**Work to complete:** Please say how many lines in the records below contain the word "McDonald", giving the number alone.

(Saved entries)
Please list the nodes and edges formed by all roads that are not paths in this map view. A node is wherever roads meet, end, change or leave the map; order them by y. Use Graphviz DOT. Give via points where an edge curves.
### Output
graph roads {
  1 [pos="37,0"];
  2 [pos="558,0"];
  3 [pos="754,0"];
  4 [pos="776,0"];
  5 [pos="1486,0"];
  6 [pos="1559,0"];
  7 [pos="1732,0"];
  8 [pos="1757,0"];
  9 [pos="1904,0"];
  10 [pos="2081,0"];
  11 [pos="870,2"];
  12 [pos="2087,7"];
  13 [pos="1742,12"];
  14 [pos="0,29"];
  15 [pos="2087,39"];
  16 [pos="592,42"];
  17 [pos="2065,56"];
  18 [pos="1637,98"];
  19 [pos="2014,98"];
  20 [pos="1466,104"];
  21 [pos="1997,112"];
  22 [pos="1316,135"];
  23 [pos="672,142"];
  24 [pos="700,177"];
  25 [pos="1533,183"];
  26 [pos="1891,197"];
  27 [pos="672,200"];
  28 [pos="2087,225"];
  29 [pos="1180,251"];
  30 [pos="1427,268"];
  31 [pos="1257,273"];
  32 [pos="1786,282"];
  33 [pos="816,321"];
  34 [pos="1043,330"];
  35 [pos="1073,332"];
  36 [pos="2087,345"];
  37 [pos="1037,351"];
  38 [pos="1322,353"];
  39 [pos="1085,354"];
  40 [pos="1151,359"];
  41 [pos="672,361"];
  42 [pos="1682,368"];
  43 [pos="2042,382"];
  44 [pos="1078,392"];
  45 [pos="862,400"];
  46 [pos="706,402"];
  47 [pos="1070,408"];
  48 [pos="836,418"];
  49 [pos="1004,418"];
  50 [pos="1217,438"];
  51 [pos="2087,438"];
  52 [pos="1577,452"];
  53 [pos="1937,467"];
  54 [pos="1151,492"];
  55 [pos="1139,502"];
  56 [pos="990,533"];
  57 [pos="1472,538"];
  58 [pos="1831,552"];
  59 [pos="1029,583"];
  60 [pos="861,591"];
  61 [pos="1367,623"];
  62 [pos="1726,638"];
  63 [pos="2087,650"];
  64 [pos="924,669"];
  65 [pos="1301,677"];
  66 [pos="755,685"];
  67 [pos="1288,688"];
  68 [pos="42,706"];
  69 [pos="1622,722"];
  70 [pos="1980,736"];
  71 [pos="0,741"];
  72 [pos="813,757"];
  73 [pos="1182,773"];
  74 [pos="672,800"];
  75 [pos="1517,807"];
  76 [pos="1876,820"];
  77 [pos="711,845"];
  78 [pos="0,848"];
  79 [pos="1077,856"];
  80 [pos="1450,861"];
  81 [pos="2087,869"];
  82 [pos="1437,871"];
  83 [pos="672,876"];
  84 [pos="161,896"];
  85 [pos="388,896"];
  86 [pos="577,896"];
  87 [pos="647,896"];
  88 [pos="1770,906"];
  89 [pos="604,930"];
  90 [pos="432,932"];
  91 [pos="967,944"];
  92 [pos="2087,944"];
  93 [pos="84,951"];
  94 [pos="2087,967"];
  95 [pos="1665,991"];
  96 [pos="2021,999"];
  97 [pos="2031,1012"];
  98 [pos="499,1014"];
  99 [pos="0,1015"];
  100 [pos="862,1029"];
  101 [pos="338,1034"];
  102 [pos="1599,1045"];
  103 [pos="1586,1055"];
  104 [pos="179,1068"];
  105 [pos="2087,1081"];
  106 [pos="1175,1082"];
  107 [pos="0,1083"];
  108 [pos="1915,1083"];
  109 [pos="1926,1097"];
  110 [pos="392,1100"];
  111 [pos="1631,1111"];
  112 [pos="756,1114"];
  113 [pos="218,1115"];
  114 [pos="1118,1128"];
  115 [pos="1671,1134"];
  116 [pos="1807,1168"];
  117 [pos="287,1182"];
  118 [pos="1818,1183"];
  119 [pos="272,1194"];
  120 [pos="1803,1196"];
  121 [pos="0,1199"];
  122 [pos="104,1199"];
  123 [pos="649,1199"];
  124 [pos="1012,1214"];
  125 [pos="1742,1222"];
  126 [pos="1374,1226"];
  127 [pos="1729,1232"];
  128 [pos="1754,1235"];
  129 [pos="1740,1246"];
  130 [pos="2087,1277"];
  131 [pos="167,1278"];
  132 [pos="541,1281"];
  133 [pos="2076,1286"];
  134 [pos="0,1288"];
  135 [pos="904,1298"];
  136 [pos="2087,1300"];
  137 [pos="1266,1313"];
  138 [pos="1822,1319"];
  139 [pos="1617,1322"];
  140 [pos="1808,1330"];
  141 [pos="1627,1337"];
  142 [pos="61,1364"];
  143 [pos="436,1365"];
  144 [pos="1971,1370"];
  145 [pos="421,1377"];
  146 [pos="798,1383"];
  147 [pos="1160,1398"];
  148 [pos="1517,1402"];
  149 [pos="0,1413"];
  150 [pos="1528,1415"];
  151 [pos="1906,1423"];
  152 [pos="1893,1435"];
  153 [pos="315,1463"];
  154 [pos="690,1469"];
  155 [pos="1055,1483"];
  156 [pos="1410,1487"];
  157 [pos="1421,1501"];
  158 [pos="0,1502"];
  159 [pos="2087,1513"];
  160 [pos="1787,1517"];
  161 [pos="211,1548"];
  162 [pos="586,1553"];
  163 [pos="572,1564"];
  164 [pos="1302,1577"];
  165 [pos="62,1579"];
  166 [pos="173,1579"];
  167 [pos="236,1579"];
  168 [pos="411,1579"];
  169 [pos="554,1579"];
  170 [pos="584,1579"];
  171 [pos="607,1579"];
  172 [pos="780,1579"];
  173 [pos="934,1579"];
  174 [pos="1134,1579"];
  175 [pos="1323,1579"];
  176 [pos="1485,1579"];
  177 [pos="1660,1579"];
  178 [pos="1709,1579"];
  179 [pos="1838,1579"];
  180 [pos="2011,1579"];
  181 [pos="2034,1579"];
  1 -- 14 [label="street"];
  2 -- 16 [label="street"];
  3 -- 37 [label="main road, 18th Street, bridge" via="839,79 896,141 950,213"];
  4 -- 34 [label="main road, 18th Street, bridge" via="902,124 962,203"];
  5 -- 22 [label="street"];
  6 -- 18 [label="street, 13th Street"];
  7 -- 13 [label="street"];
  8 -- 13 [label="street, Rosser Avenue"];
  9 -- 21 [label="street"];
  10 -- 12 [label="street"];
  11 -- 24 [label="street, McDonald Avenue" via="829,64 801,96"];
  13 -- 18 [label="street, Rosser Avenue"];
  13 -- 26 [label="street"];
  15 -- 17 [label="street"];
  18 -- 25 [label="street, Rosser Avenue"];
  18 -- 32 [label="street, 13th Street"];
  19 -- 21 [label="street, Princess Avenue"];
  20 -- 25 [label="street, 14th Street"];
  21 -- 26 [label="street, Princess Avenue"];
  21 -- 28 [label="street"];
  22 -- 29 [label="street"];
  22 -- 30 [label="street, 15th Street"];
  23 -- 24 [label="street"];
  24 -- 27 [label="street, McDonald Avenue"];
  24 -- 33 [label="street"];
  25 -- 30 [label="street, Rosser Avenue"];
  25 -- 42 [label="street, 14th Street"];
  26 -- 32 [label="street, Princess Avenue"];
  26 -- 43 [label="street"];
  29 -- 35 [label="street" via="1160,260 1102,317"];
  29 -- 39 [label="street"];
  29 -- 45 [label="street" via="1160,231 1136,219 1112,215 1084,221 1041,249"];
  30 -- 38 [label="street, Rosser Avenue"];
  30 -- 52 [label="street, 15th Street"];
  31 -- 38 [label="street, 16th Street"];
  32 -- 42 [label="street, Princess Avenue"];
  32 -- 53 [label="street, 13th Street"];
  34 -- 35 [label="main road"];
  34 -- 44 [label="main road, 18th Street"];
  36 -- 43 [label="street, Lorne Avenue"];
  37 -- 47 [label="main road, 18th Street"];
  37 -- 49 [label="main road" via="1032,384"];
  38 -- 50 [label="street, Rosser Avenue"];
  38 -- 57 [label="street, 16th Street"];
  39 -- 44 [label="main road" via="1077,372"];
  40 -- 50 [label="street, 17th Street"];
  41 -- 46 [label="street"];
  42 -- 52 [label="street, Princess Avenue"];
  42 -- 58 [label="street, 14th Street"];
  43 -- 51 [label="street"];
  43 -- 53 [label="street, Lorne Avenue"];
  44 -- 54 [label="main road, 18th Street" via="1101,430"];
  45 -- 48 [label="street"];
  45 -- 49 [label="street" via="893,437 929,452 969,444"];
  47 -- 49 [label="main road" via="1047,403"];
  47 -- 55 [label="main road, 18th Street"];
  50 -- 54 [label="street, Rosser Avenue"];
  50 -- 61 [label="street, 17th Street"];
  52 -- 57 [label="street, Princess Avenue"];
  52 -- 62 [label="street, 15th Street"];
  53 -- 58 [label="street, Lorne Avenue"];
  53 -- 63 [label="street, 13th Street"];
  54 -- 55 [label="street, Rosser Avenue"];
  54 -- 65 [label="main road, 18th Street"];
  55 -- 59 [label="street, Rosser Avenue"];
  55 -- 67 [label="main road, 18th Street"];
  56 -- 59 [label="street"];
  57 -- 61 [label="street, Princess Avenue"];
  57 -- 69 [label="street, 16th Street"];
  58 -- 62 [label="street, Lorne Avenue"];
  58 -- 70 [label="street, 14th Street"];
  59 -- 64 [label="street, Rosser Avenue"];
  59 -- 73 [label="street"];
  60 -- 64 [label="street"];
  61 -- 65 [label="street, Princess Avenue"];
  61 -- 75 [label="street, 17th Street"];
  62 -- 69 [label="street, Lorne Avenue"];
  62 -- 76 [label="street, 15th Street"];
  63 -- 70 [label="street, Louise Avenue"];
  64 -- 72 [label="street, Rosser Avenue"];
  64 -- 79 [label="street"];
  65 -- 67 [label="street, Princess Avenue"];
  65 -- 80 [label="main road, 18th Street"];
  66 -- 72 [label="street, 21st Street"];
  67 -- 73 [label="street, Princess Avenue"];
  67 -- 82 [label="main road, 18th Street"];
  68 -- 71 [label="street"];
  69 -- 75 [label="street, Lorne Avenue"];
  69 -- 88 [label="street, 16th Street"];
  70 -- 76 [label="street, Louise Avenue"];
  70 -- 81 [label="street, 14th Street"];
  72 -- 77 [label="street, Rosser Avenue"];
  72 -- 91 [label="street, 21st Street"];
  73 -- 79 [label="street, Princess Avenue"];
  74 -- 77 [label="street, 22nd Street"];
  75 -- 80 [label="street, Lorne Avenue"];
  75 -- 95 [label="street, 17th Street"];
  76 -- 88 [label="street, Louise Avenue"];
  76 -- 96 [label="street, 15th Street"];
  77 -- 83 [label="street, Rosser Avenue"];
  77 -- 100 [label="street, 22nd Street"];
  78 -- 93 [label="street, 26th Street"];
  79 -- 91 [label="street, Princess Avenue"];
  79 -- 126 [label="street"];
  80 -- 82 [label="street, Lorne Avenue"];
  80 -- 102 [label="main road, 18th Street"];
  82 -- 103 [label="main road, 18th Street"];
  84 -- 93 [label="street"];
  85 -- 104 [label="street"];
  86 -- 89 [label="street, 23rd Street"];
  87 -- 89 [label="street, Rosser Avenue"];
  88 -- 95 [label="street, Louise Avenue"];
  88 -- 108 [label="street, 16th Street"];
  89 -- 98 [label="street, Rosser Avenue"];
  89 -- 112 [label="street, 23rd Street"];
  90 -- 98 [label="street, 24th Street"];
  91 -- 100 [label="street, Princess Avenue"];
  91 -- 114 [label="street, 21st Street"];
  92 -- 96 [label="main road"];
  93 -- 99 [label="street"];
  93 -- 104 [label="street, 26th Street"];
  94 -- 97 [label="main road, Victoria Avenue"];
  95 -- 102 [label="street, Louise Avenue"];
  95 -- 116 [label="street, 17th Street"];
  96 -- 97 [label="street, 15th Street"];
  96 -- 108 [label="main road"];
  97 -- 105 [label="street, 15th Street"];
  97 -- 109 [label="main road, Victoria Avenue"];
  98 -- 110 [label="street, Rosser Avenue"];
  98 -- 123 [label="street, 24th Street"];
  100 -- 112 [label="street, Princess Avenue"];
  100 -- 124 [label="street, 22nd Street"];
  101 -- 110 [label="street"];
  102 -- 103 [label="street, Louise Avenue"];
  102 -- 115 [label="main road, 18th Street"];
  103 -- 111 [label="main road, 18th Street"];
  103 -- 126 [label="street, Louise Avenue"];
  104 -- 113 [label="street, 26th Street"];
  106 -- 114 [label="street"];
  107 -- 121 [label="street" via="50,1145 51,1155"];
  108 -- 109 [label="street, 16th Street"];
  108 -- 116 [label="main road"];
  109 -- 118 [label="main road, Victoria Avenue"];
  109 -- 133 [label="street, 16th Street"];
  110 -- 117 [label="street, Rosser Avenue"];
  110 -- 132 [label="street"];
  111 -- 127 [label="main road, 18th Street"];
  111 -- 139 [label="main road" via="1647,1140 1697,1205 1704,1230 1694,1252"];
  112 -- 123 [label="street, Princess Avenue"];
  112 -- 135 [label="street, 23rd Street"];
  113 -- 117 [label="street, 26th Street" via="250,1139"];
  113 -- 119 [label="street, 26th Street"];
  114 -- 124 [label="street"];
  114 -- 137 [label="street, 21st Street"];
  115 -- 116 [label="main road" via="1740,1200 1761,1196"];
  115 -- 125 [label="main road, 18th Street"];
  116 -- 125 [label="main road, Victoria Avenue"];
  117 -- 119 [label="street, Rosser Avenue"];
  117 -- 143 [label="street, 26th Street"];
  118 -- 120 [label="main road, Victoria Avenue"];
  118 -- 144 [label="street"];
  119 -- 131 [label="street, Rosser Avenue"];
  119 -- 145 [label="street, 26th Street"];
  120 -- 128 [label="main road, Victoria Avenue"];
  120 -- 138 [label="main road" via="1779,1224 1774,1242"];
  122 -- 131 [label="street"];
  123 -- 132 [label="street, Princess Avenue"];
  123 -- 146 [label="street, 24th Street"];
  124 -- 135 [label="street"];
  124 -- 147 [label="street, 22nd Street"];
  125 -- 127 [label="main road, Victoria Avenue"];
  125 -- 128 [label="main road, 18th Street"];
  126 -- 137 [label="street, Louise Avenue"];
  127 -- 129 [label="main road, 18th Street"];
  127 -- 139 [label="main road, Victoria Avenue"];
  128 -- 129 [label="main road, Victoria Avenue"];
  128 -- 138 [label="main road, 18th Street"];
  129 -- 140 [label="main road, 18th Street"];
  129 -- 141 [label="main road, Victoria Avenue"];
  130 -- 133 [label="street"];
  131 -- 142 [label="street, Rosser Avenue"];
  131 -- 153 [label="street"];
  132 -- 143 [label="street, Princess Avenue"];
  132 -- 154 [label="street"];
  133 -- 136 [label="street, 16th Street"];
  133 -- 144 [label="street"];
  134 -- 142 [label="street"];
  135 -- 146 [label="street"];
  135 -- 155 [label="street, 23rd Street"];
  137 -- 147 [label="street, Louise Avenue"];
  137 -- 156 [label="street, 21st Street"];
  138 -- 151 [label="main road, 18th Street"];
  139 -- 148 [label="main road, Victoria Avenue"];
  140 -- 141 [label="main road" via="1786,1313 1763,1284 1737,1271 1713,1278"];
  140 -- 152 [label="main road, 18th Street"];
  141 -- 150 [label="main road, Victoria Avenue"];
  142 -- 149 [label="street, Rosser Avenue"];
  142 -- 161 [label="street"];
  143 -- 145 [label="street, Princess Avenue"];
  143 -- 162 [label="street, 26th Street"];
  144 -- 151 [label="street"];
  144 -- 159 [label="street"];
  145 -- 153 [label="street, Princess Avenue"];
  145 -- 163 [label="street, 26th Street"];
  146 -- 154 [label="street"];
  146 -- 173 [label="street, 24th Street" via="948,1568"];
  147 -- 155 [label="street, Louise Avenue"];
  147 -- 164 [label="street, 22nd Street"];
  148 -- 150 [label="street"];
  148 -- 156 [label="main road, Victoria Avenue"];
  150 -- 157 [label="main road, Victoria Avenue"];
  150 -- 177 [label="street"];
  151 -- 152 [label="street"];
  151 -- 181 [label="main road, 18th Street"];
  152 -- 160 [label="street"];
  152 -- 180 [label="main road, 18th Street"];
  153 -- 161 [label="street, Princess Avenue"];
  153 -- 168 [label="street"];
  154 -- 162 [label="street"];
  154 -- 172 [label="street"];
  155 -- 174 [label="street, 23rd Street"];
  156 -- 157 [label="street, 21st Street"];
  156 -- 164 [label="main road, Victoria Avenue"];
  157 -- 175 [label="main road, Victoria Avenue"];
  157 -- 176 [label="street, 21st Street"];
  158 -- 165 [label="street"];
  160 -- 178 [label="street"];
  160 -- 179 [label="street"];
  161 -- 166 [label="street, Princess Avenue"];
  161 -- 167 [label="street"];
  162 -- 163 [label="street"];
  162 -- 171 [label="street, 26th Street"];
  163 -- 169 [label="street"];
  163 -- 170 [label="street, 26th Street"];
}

**Your solution:** 2